Reste l’univers, le détail de la réalisation, le jeu d’acteur et quelques moments fantastiques (la scène de sexe dans la salle de bain immergée est extrêmement belle). Mais, comme souvent, difficile de réaliser un chef-d’œuvre si l’histoire ne fonctionne qu’à moitié. Dommage, vraiment, d’être passé à côté, comme il était passé à côté de Crimson Peak qui souffrait en définitive du même problème : la prévisibilité du développement n’est pas compensée par un traitement adulte et complexe des personnages qui vivent ces histoires. Difficile, en somme, de comprendre pourquoi l’Académie lui a décerné le prix. Guillermo était-il le seul réalisateur hollywoodien à ne pas harceler ses actrices ? 🙂

Norse Mythology

De Neil Gaiman, 2017

Il ne sera pas dit que je resterai sur une déception avec Neil Gaiman ! L’auteur britannique qui est la littérature fantastique ce que Tim Burton est au cinéma de genre (la répétition caricaturale en moins), signe ici sa propre version de la mythologie nordique. Même s’il se concentre surtout sur Odin, Loki et Thor, Gaiman réinterprète les principales épopées issues de l’edda poétique et de l’edda en prose, tous deux compilés au XIIIème siècle.

On y retrouve donc Odin, le père des Dieux, le borgne sage, Thor, le Dieu du tonnerre, impulsif et belliciste et, bien sûr, Loki, la ruse et la tromperie incarnées, qui sortira plusieurs fois le panthéon nordique de la mauvaise passe dans laquelle il l’avait lui-même entraîné. Au-delà de ces trois dieux principaux, le panthéon nordique est plus épisodique que réellement présent. Heimdall joue un rôle dans plusieurs histoires (et notamment le Ragnarök, bien sûr). Mais sans plus.

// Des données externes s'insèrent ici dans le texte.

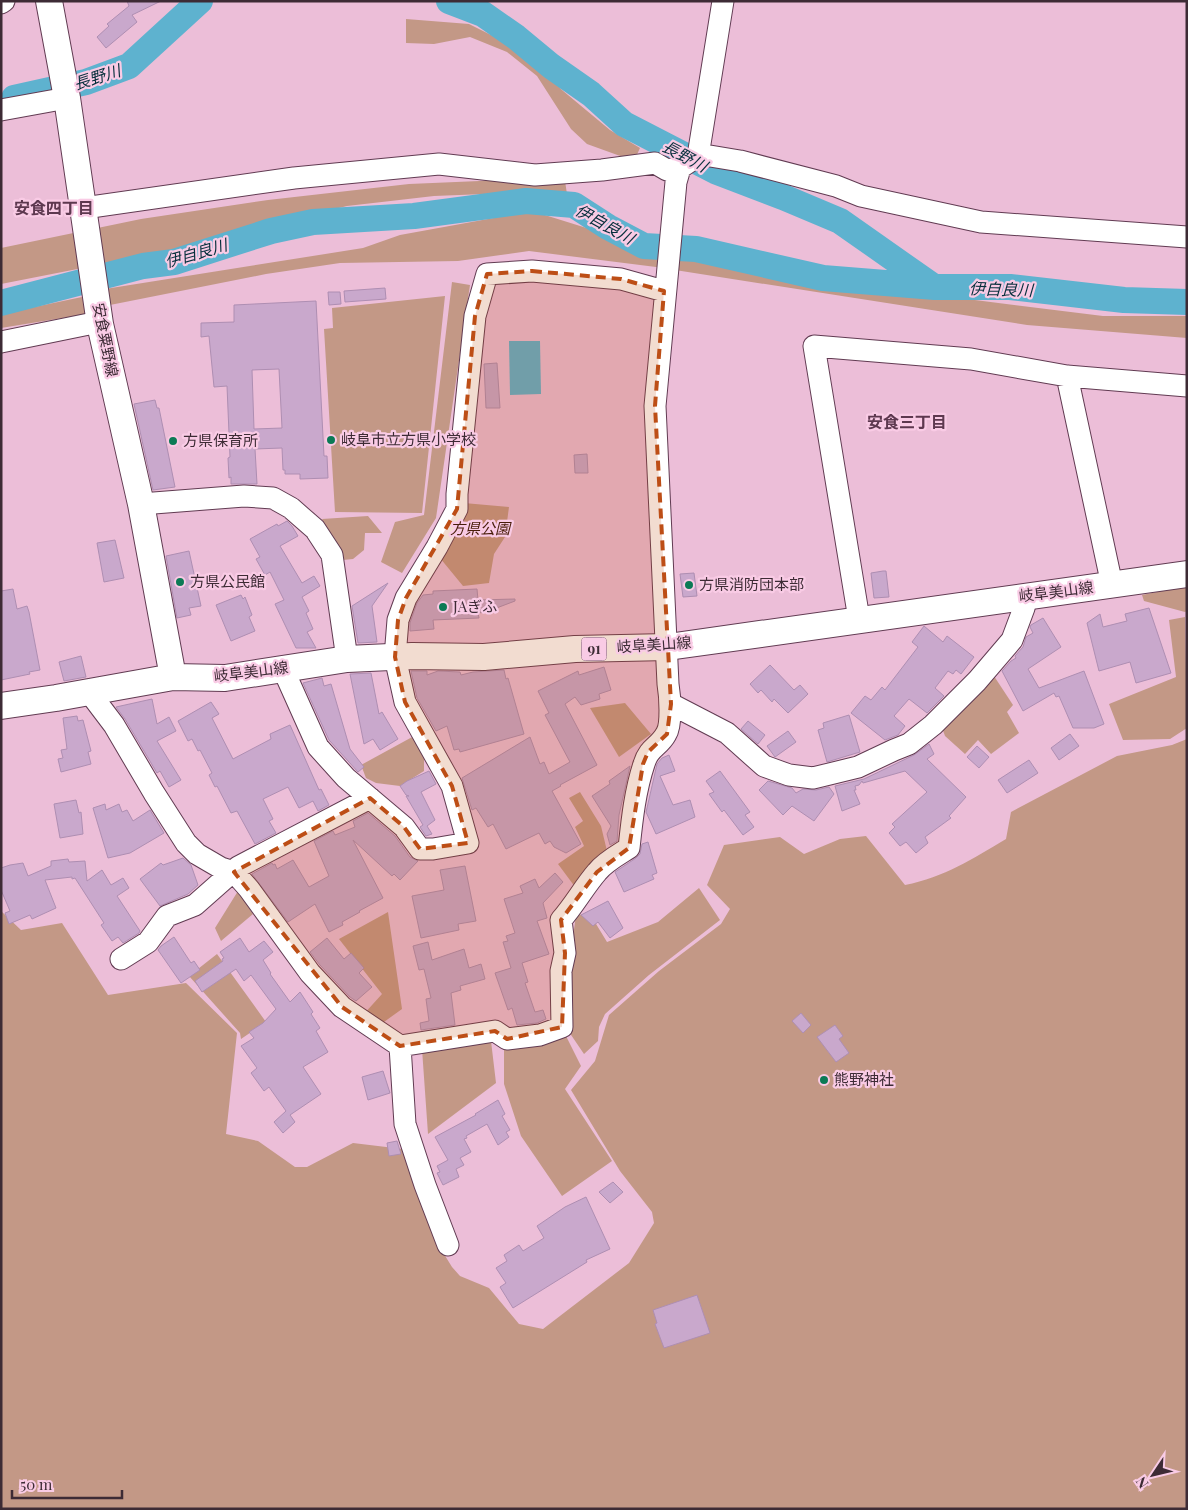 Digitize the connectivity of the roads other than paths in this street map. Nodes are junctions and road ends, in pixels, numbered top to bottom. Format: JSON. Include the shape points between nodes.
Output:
{"nodes":[{"id":1,"x":49,"y":1,"type":"edge"},
{"id":2,"x":723,"y":1,"type":"edge"},
{"id":3,"x":65,"y":87,"type":"junction"},
{"id":4,"x":1,"y":110,"type":"edge"},
{"id":5,"x":698,"y":156,"type":"junction"},
{"id":6,"x":678,"y":175,"type":"junction"},
{"id":7,"x":85,"y":214,"type":"junction"},
{"id":8,"x":1187,"y":237,"type":"edge"},
{"id":9,"x":665,"y":287,"type":"junction"},
{"id":10,"x":95,"y":324,"type":"junction"},
{"id":11,"x":1,"y":342,"type":"edge"},
{"id":12,"x":1067,"y":376,"type":"junction"},
{"id":13,"x":1187,"y":386,"type":"edge"},
{"id":14,"x":141,"y":504,"type":"junction"},
{"id":15,"x":1187,"y":574,"type":"edge"},
{"id":16,"x":1112,"y":585,"type":"junction"},
{"id":17,"x":1027,"y":596,"type":"junction"},
{"id":18,"x":859,"y":619,"type":"junction"},
{"id":19,"x":668,"y":647,"type":"junction"},
{"id":20,"x":395,"y":657,"type":"junction"},
{"id":21,"x":347,"y":659,"type":"junction"},
{"id":22,"x":283,"y":669,"type":"junction"},
{"id":23,"x":173,"y":677,"type":"junction"},
{"id":24,"x":89,"y":692,"type":"junction"},
{"id":25,"x":671,"y":704,"type":"junction"},
{"id":26,"x":1,"y":706,"type":"edge"},
{"id":27,"x":370,"y":798,"type":"junction"},
{"id":28,"x":234,"y":872,"type":"junction"},
{"id":29,"x":121,"y":959,"type":"dead end"},
{"id":30,"x":400,"y":1046,"type":"junction"},
{"id":31,"x":448,"y":1246,"type":"dead end"}],
"edges":[{"from":1,"to":3,"type":"main road","name":"安食粟野線"},
{"from":2,"to":5,"type":"street"},
{"from":3,"to":4,"type":"street"},
{"from":3,"to":7,"type":"main road","name":"安食粟野線"},
{"from":5,"to":6,"type":"street"},
{"from":5,"to":8,"type":"street","via":[[740,161],[836,186],[861,196],[981,222]]},
{"from":6,"to":7,"type":"street","via":[[655,163],[535,174],[439,164],[294,178]]},
{"from":6,"to":9,"type":"street"},
{"from":7,"to":10,"type":"main road","name":"安食粟野線"},
{"from":9,"to":19,"type":"street","via":[[655,406]]},
{"from":9,"to":20,"type":"street","via":[[621,279],[532,271],[487,274],[475,316],[457,509],[406,598],[398,620]]},
{"from":10,"to":11,"type":"street"},
{"from":10,"to":14,"type":"main road","name":"安食粟野線"},
{"from":12,"to":13,"type":"street"},
{"from":12,"to":16,"type":"street"},
{"from":12,"to":18,"type":"street","via":[[972,359],[814,346]]},
{"from":14,"to":21,"type":"street","via":[[244,496],[273,498],[291,508],[314,529],[332,555]]},
{"from":14,"to":23,"type":"main road","name":"安食粟野線"},
{"from":15,"to":16,"type":"main road","name":"岐阜美山線","number":"91"},
{"from":16,"to":17,"type":"main road","name":"岐阜美山線","number":"91"},
{"from":17,"to":18,"type":"main road","name":"岐阜美山線","number":"91"},
{"from":17,"to":25,"type":"street","via":[[1012,640],[977,681],[909,744],[858,767],[813,778],[790,775],[764,766],[727,733]]},
{"from":18,"to":19,"type":"main road","name":"岐阜美山線","number":"91"},
{"from":19,"to":20,"type":"main road","name":"岐阜美山線","number":"91"},
{"from":19,"to":25,"type":"street"},
{"from":20,"to":21,"type":"main road","name":"岐阜美山線","number":"91"},
{"from":20,"to":27,"type":"street","via":[[406,702],[452,786],[468,843],[420,849],[404,827]]},
{"from":21,"to":22,"type":"main road","name":"岐阜美山線","number":"91"},
{"from":22,"to":23,"type":"main road","name":"岐阜美山線","number":"91","via":[[225,678]]},
{"from":22,"to":27,"type":"street","via":[[318,747],[346,778]]},
{"from":23,"to":24,"type":"main road","name":"岐阜美山線","number":"91"},
{"from":24,"to":26,"type":"main road","name":"岐阜美山線","number":"91"},
{"from":24,"to":28,"type":"street","via":[[114,725],[186,843],[197,854]]},
{"from":25,"to":30,"type":"street","via":[[667,734],[648,752],[644,764],[632,813],[629,848],[603,865],[561,920],[565,953],[561,971],[562,1027],[540,1035],[507,1039],[495,1031]]},
{"from":27,"to":28,"type":"street"},
{"from":28,"to":29,"type":"street","via":[[196,905],[167,916],[148,942]]},
{"from":28,"to":30,"type":"street","via":[[310,973],[342,1008]]},
{"from":30,"to":31,"type":"street","via":[[405,1124]]}]}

De fait, je suis un peu mal à l’aise. C’est le deuxième Neil Gaiman dont je parle dans ces colonnes et le deuxième qui ne me convainc pas réellement. Il transparait à chaque page que Gaiman a été bercé, dès sa petite enfance, par les légendes nordiques. Et que ce court livre, succession d’épisodes plus ou moins célèbres dans les sagas d’Ásgard, n’est qu’un hommage à ses livres de chevet. Si l’on y retrouve la gouaille propre à certains des textes de Gaiman, son style se dilue évidemment dans la forme imposée : on est plus proche du conte que de la nouvelle (ou du roman, of course). Et si le bouquin se lit sans problème d’une traite, le découpage en courts récits peu articulés l’un à l’autre rend l’attachement aux protagonistes difficile. Sans parler de la sensation de progression dans l’histoire qui ne transparait certainement pas.

Ragnarök, en particulier, conclu ce court opus de manière fort brillante et il y a, c’est juste, quelques moments de vrai plaisir de lecture, en particulier lorsque Loki joue les premiers rôles. Mais en dehors de ces quelques passages de lucidité, Norse Mythology est une lecture certes agréable, mais rapidement oubliée et parfaitement anecdotique dans la production de son génial auteur. Dommage, là où nous aurions pu espérer LA somme définitive qui modernisait les sagas nordiques avec une plume acérée. Finalement, mieux vaut se replonger dans American Gods, qui traite aussi de panthéons oubliés avec beaucoup plus de brio.